Sapphire Radeon HD 6870 On Linux

skeletor

Chosen of the Omnissiah
Ubuntu is an out-of-the-box distro. You don't have to install anything in it except the proprietary AMD Catalyst driver.

With Arch...you start with nothing but command line and have to download packages and configure them step by step. Installation takes time depending upon your download speed - as you are downloading packages and configuring them on the fly. End result is - you only have things which you need. Nothing more and nothing less. Not a distribution for beginners in any case but it is the fastest Operating System around because of its "no bloat" philosophy.

The user experience depends on which Desktop Enviroment you choose to install. I am using GNOME 3 + Shell in the above screenshots. Some people prefer KDE 4.7. Ubuntu uses GNOME 3 + Unity.
 

vickybat

I am the night...I am...
Ubuntu is an out-of-the-box distro. You don't have to install anything in it except the proprietary AMD Catalyst driver.

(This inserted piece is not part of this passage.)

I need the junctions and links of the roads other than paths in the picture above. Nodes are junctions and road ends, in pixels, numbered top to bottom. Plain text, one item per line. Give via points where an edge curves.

With Arch...you start with nothing but command line and have to download packages and configure them step by step. Installation takes time depending upon your download speed - as you are downloading packages and configuring them on the fly. End result is - you only have things which you need. Nothing more and nothing less. Not a distribution for beginners in any case but it is the fastest Operating System around because of its "no bloat" philosophy.

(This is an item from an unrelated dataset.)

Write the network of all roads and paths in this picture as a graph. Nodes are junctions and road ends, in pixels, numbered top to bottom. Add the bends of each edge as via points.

The user experience depends on which Desktop Enviroment you choose to install. I am using GNOME 3 + Shell in the above screenshots. Some people prefer KDE 4.7. Ubuntu uses GNOME 3 + Unity.

Can we compare arch with the red hat distribution? I guess it too has similar features like you said, "start with a command line interface and then install packages as per requirements". I am a real noob in linux, thus asking out of curiosity.

The packages are .RPM installers right? Correct me if i'm wrong buddy.:smile:
 

skeletor

Chosen of the Omnissiah
Can we compare arch with the red hat distribution?
Nope. :p

I guess it too has similar features like you said, "start with a command line interface and then install packages as per requirements".
You don't "really" start with command-line in RHEL. If you wish to, that is your choice.

RHEL is for enterprise stability. Arch is for bleeding edge - everything latest. Packages get updated everyday - rolling release.

The packages are .RPM installers right? Correct me if i'm wrong buddy.:smile:
no RPM packages for Arch. :)
 

skeletor

Chosen of the Omnissiah
GNOME 3 Shell running on AMD's OpenSource driver.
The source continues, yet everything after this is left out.